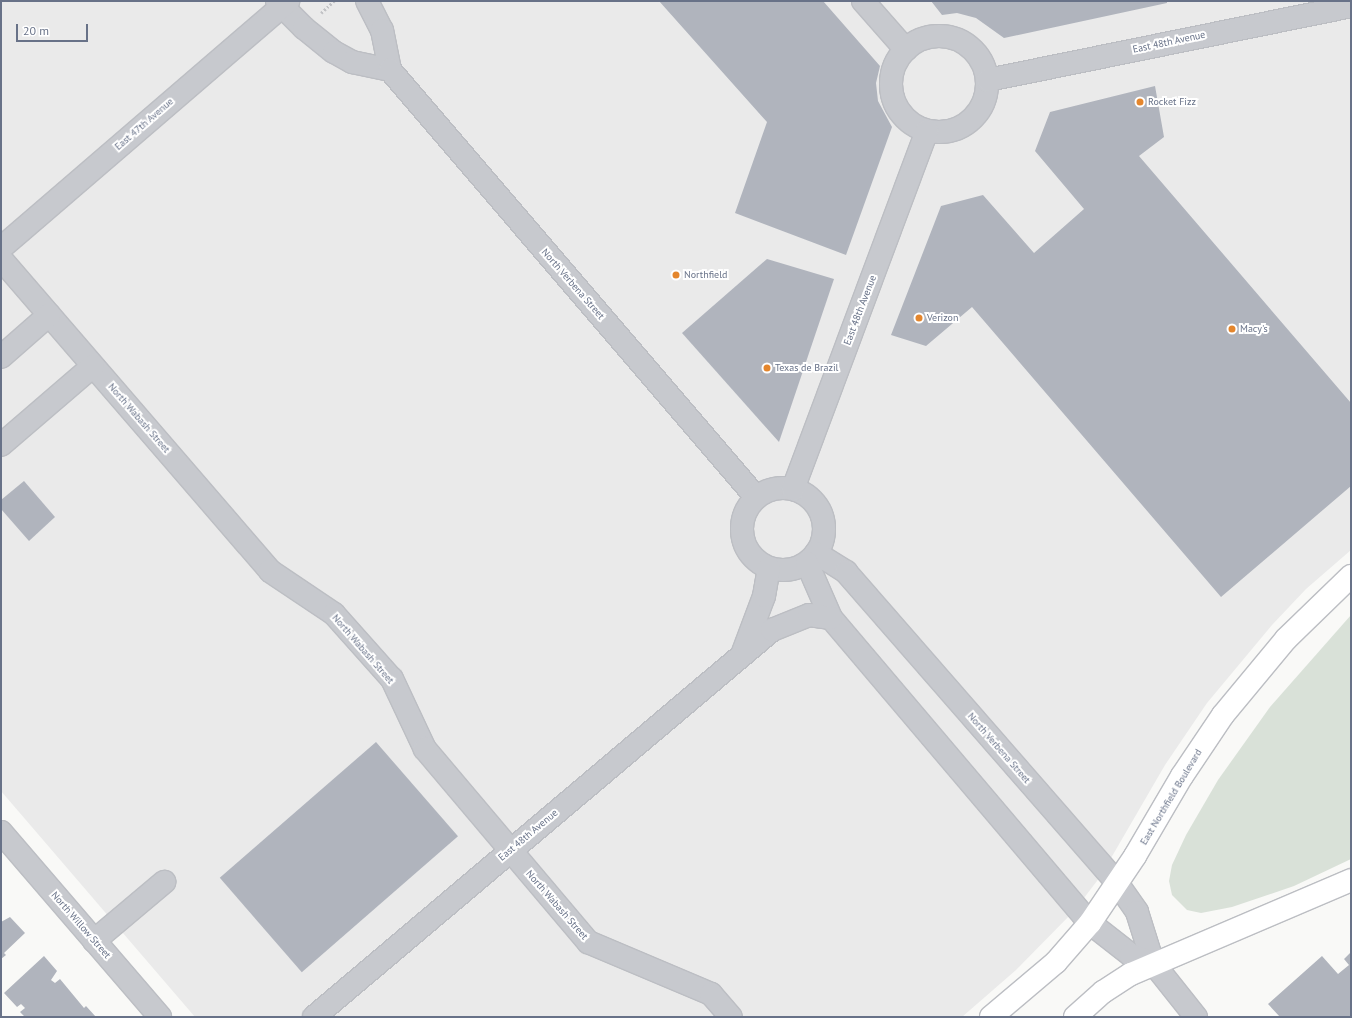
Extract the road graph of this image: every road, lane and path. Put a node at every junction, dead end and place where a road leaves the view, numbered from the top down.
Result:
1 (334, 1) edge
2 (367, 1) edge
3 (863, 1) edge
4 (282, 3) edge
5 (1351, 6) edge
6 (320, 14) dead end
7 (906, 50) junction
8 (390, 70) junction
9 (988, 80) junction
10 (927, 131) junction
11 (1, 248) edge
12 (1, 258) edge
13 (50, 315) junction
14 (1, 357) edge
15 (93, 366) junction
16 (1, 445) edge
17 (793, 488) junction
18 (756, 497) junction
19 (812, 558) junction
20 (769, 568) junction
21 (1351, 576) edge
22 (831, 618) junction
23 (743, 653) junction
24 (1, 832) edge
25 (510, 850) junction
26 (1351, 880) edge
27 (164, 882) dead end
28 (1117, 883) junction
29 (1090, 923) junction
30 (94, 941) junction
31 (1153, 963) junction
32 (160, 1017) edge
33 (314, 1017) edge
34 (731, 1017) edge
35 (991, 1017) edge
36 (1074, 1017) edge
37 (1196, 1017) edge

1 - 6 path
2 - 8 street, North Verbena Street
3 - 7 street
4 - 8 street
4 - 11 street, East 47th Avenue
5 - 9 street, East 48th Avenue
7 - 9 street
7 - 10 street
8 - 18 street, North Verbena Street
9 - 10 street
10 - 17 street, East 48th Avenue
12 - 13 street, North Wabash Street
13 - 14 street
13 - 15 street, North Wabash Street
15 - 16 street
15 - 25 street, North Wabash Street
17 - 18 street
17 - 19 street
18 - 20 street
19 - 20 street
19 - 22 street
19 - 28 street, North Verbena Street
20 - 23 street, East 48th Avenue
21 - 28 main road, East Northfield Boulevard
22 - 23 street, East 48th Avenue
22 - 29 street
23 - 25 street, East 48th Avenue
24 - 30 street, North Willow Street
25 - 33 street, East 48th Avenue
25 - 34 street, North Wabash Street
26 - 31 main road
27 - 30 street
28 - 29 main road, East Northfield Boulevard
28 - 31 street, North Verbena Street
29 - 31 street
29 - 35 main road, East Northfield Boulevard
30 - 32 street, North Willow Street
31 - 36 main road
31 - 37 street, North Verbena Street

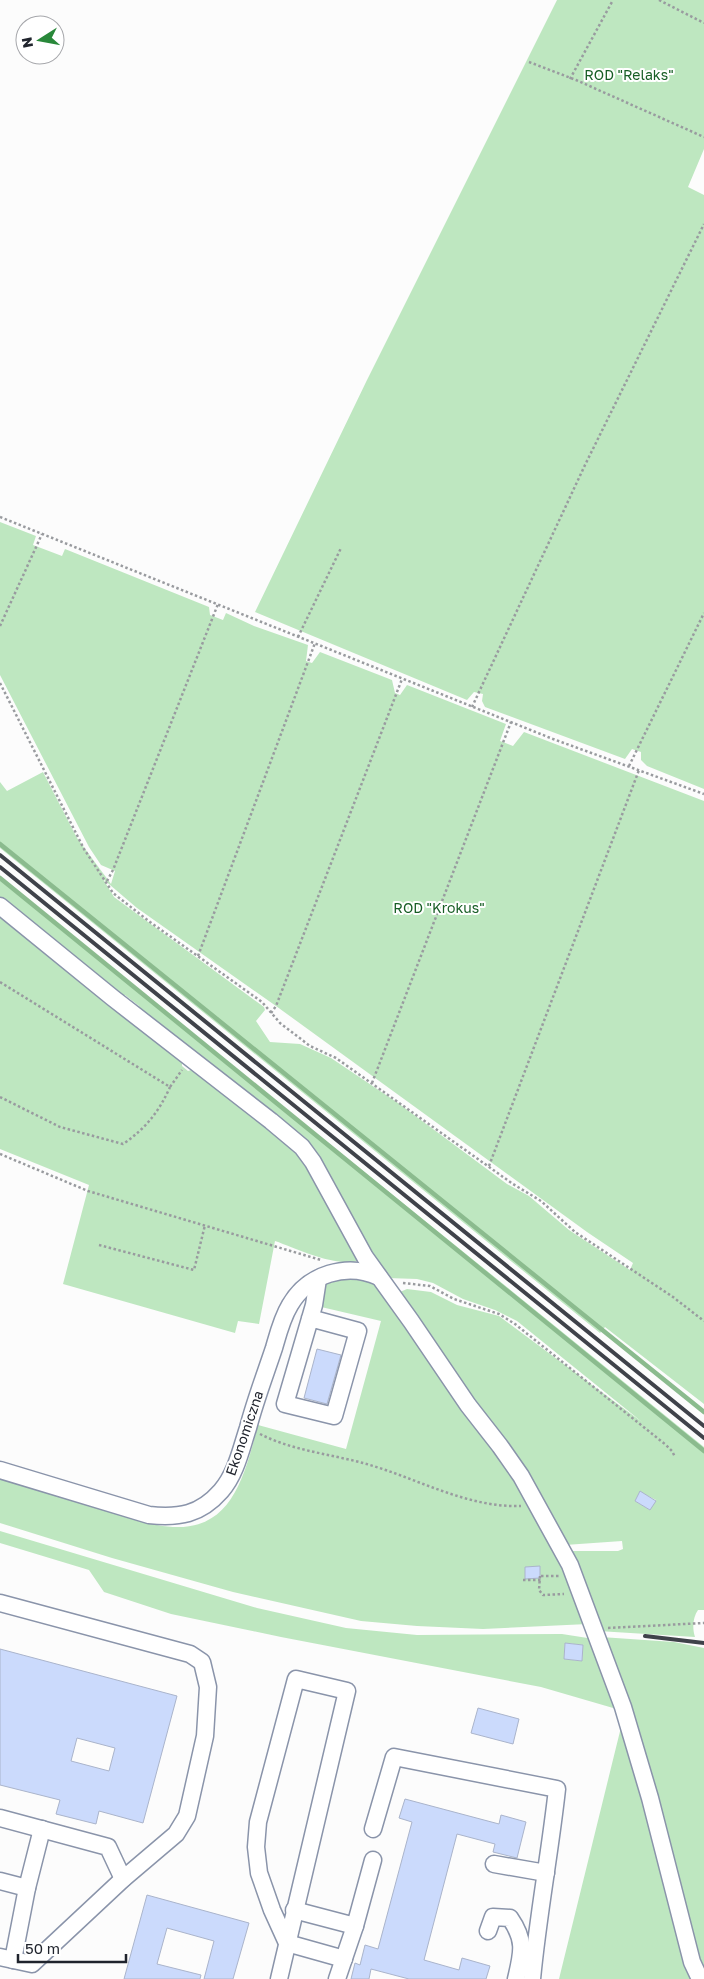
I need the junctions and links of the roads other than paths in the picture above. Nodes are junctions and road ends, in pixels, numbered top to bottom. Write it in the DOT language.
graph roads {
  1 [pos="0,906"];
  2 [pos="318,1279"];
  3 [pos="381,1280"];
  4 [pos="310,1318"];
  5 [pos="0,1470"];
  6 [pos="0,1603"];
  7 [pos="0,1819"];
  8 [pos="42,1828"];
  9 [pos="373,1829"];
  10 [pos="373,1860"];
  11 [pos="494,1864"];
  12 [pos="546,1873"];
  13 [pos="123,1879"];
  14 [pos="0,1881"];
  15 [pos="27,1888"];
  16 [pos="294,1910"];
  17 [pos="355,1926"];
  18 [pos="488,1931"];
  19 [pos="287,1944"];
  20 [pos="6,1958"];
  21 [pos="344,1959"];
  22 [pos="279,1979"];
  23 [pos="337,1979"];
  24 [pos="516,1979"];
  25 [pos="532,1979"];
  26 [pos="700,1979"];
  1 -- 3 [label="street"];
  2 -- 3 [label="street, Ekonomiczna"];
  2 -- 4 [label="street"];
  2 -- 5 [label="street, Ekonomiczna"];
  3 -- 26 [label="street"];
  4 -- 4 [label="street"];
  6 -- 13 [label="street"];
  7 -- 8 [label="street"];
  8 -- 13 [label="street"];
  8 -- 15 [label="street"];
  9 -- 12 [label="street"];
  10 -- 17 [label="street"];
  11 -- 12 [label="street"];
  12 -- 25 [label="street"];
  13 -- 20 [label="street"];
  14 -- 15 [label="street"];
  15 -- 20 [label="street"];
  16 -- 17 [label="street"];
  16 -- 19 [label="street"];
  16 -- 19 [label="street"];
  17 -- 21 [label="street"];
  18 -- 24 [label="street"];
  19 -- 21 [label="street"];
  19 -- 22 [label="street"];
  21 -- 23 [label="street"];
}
┄┄┄┄┄┄┄┄┄┄┄┄┄┄┄┄┄┄┄┄
### Activity
Go through the lines above and write each one out verbatim, skipping the pictures.

### Output below
Extract the road graph of this image: every road, lane and path. Put a node at every junction, dead end and place where a road leaves the view, numbered from the top down.
Result:
1 (334, 1) edge
2 (367, 1) edge
3 (863, 1) edge
4 (282, 3) edge
5 (1351, 6) edge
6 (320, 14) dead end
7 (906, 50) junction
8 (390, 70) junction
9 (988, 80) junction
10 (927, 131) junction
11 (1, 248) edge
12 (1, 258) edge
13 (50, 315) junction
14 (1, 357) edge
15 (93, 366) junction
16 (1, 445) edge
17 (793, 488) junction
18 (756, 497) junction
19 (812, 558) junction
20 (769, 568) junction
21 (1351, 576) edge
22 (831, 618) junction
23 (743, 653) junction
24 (1, 832) edge
25 (510, 850) junction
26 (1351, 880) edge
27 (164, 882) dead end
28 (1117, 883) junction
29 (1090, 923) junction
30 (94, 941) junction
31 (1153, 963) junction
32 (160, 1017) edge
33 (314, 1017) edge
34 (731, 1017) edge
35 (991, 1017) edge
36 (1074, 1017) edge
37 (1196, 1017) edge

1 - 6 path
2 - 8 street, North Verbena Street
3 - 7 street
4 - 8 street
4 - 11 street, East 47th Avenue
5 - 9 street, East 48th Avenue
7 - 9 street
7 - 10 street
8 - 18 street, North Verbena Street
9 - 10 street
10 - 17 street, East 48th Avenue
12 - 13 street, North Wabash Street
13 - 14 street
13 - 15 street, North Wabash Street
15 - 16 street
15 - 25 street, North Wabash Street
17 - 18 street
17 - 19 street
18 - 20 street
19 - 20 street
19 - 22 street
19 - 28 street, North Verbena Street
20 - 23 street, East 48th Avenue
21 - 28 main road, East Northfield Boulevard
22 - 23 street, East 48th Avenue
22 - 29 street
23 - 25 street, East 48th Avenue
24 - 30 street, North Willow Street
25 - 33 street, East 48th Avenue
25 - 34 street, North Wabash Street
26 - 31 main road
27 - 30 street
28 - 29 main road, East Northfield Boulevard
28 - 31 street, North Verbena Street
29 - 31 street
29 - 35 main road, East Northfield Boulevard
30 - 32 street, North Willow Street
31 - 36 main road
31 - 37 street, North Verbena Street

I need the junctions and links of the roads other than paths in the picture above. Nodes are junctions and road ends, in pixels, numbered top to bottom. Write it in the DOT language.
graph roads {
  1 [pos="0,906"];
  2 [pos="318,1279"];
  3 [pos="381,1280"];
  4 [pos="310,1318"];
  5 [pos="0,1470"];
  6 [pos="0,1603"];
  7 [pos="0,1819"];
  8 [pos="42,1828"];
  9 [pos="373,1829"];
  10 [pos="373,1860"];
  11 [pos="494,1864"];
  12 [pos="546,1873"];
  13 [pos="123,1879"];
  14 [pos="0,1881"];
  15 [pos="27,1888"];
  16 [pos="294,1910"];
  17 [pos="355,1926"];
  18 [pos="488,1931"];
  19 [pos="287,1944"];
  20 [pos="6,1958"];
  21 [pos="344,1959"];
  22 [pos="279,1979"];
  23 [pos="337,1979"];
  24 [pos="516,1979"];
  25 [pos="532,1979"];
  26 [pos="700,1979"];
  1 -- 3 [label="street"];
  2 -- 3 [label="street, Ekonomiczna"];
  2 -- 4 [label="street"];
  2 -- 5 [label="street, Ekonomiczna"];
  3 -- 26 [label="street"];
  4 -- 4 [label="street"];
  6 -- 13 [label="street"];
  7 -- 8 [label="street"];
  8 -- 13 [label="street"];
  8 -- 15 [label="street"];
  9 -- 12 [label="street"];
  10 -- 17 [label="street"];
  11 -- 12 [label="street"];
  12 -- 25 [label="street"];
  13 -- 20 [label="street"];
  14 -- 15 [label="street"];
  15 -- 20 [label="street"];
  16 -- 17 [label="street"];
  16 -- 19 [label="street"];
  16 -- 19 [label="street"];
  17 -- 21 [label="street"];
  18 -- 24 [label="street"];
  19 -- 21 [label="street"];
  19 -- 22 [label="street"];
  21 -- 23 [label="street"];
}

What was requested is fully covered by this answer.